**Exercise instructions**
Of all the lines in the entries below, give again exactly those starting at the line containing "Describe the screen" and ending at the line containing "Map reading. Build", both ends included, and no others.

**Saved entries**

BEGIN

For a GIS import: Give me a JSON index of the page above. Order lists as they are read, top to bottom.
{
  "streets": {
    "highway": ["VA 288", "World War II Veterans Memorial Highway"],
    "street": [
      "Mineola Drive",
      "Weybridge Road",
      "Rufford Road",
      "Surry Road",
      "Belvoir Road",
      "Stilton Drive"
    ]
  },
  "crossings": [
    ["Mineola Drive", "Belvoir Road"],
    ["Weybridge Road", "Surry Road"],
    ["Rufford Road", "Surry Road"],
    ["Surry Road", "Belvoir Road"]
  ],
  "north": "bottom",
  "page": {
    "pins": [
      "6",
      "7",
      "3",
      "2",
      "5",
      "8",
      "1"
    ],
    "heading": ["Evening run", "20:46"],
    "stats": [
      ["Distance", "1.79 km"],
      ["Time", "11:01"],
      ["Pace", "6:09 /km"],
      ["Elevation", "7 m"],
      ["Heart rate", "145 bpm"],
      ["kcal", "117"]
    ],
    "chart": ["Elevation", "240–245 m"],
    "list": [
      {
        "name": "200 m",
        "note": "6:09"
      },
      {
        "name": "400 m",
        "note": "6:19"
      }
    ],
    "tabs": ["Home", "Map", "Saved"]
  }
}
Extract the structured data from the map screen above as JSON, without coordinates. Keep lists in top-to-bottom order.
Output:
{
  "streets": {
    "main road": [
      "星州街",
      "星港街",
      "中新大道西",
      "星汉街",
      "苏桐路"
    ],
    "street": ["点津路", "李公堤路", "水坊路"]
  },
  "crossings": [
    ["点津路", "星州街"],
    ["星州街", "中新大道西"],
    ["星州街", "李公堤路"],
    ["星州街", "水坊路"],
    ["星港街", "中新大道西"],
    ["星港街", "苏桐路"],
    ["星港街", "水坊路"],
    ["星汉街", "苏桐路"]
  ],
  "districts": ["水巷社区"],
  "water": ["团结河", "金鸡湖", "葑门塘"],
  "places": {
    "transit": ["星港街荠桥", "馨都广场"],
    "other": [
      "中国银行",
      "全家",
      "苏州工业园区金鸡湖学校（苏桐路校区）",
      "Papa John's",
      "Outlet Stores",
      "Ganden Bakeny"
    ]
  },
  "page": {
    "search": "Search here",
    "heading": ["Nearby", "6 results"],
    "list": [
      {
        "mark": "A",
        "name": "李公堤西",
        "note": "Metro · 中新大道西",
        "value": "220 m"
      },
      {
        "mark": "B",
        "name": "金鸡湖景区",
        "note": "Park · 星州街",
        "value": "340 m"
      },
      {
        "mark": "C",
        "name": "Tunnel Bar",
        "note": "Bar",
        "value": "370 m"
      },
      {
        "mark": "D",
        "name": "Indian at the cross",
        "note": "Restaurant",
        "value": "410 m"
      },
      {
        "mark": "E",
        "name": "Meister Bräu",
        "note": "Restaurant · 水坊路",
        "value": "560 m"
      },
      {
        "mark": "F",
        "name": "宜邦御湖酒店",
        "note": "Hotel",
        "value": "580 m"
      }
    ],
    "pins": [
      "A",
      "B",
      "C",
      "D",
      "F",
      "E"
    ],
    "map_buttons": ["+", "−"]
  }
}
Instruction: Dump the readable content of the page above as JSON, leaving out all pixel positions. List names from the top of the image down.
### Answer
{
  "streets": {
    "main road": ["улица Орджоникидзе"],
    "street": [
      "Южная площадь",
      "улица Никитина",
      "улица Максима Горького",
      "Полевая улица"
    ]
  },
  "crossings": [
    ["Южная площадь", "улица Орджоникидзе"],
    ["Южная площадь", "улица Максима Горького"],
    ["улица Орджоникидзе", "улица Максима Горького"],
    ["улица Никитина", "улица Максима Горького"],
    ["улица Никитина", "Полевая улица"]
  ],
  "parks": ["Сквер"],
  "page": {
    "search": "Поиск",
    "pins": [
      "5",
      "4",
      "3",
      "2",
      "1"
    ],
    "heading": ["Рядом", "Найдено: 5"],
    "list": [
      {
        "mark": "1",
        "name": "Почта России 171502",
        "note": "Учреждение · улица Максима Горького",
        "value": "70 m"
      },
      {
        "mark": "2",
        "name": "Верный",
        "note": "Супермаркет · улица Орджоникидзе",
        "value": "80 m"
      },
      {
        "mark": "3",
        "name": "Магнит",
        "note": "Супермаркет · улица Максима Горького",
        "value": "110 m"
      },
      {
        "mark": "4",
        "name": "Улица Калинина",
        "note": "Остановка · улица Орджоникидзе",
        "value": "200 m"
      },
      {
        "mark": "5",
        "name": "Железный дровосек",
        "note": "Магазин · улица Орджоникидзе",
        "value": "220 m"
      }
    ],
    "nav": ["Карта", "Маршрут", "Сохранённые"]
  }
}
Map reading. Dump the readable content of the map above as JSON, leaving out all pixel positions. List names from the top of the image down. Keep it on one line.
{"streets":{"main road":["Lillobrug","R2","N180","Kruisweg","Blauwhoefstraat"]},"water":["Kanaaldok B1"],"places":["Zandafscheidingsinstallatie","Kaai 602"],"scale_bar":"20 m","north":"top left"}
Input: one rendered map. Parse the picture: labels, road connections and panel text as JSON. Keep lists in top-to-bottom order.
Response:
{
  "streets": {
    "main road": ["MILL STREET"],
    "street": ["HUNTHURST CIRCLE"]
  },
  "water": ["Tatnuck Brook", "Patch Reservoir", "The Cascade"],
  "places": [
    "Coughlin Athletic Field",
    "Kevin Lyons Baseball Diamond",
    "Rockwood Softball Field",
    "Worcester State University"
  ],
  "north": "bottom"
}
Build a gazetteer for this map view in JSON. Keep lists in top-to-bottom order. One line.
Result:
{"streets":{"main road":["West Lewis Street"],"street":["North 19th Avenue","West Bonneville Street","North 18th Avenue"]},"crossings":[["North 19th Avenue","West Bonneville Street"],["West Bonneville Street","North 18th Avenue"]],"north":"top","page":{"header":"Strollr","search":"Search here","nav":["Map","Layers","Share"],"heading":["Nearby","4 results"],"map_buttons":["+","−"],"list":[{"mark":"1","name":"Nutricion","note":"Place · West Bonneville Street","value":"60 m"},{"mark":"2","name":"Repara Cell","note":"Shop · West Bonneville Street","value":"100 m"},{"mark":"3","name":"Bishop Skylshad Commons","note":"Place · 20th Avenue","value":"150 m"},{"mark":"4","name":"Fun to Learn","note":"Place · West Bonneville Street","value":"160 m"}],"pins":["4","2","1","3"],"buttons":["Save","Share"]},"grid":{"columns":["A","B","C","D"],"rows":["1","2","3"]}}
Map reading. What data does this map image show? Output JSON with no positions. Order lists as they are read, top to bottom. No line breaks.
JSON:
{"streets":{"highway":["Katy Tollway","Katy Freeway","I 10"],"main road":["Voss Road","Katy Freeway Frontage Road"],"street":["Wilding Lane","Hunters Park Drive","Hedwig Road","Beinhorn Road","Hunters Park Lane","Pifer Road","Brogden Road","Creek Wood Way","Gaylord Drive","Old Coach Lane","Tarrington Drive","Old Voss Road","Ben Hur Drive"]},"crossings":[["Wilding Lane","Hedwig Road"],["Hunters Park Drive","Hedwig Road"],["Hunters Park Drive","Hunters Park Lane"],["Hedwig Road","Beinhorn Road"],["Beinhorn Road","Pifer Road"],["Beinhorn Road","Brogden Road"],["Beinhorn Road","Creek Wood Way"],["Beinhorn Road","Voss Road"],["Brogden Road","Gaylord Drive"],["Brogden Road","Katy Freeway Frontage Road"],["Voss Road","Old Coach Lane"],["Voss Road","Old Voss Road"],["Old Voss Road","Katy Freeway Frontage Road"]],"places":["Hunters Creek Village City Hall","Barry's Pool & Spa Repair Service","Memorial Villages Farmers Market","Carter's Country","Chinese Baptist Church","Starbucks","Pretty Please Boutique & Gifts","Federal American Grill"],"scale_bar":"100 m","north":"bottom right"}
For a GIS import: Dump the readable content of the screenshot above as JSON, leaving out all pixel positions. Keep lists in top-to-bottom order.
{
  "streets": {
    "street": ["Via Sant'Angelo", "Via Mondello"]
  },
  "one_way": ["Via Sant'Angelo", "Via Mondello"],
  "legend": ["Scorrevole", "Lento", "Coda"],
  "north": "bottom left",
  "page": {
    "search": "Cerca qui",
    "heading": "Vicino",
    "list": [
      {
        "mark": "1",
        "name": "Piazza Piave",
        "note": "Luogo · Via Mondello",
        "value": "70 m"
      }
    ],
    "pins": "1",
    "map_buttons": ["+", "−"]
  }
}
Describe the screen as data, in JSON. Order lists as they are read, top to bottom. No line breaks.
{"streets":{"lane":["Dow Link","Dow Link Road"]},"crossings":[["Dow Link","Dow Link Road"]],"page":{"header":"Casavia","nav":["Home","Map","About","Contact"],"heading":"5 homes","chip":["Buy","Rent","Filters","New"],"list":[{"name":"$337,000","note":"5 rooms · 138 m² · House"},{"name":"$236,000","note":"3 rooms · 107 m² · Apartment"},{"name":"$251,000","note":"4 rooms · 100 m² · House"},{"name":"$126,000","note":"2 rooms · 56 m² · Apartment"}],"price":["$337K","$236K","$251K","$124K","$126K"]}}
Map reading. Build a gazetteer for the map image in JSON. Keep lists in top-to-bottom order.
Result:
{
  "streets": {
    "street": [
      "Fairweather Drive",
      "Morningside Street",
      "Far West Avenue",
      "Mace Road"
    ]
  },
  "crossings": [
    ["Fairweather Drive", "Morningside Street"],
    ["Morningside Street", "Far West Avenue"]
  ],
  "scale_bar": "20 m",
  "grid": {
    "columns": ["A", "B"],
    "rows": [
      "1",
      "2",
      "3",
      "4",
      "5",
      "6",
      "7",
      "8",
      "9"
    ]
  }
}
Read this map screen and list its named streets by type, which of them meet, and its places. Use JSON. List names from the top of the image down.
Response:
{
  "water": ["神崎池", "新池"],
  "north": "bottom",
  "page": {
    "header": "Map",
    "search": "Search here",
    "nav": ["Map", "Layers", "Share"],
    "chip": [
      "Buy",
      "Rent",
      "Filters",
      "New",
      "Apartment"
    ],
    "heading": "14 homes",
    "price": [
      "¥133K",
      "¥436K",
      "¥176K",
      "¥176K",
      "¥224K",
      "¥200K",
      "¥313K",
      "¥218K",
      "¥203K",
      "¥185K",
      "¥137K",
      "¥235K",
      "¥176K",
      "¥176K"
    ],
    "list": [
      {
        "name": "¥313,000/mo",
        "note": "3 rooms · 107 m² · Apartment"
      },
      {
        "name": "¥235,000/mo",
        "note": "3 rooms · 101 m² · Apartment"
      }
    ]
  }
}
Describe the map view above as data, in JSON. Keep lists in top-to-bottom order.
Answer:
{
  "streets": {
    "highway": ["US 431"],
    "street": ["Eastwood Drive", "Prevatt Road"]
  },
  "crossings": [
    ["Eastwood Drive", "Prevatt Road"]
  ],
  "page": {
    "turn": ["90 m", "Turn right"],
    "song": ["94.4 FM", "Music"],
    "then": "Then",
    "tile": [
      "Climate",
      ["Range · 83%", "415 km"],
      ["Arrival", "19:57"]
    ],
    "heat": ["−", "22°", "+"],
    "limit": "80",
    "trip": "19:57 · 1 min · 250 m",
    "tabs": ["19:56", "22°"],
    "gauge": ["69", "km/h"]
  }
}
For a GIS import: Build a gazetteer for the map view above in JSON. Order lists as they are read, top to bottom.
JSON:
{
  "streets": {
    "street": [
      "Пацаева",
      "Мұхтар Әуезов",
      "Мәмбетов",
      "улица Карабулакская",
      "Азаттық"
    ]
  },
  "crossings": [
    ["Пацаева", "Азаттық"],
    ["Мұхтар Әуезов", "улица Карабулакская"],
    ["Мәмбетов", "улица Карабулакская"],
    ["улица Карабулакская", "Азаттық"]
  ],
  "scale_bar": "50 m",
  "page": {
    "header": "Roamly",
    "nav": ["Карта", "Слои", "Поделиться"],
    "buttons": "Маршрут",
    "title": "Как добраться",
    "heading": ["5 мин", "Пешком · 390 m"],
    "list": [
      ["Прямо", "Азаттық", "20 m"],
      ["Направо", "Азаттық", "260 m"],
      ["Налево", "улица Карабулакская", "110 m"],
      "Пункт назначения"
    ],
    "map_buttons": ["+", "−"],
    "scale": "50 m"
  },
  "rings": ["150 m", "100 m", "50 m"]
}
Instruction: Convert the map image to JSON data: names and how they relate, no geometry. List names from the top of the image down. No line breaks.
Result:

END

**Answer for this exercise**
Describe the screen as data, in JSON. Order lists as they are read, top to bottom. No line breaks.
{"streets":{"lane":["Dow Link","Dow Link Road"]},"crossings":[["Dow Link","Dow Link Road"]],"page":{"header":"Casavia","nav":["Home","Map","About","Contact"],"heading":"5 homes","chip":["Buy","Rent","Filters","New"],"list":[{"name":"$337,000","note":"5 rooms · 138 m² · House"},{"name":"$236,000","note":"3 rooms · 107 m² · Apartment"},{"name":"$251,000","note":"4 rooms · 100 m² · House"},{"name":"$126,000","note":"2 rooms · 56 m² · Apartment"}],"price":["$337K","$236K","$251K","$124K","$126K"]}}
Map reading. Build a gazetteer for the map image in JSON. Keep lists in top-to-bottom order.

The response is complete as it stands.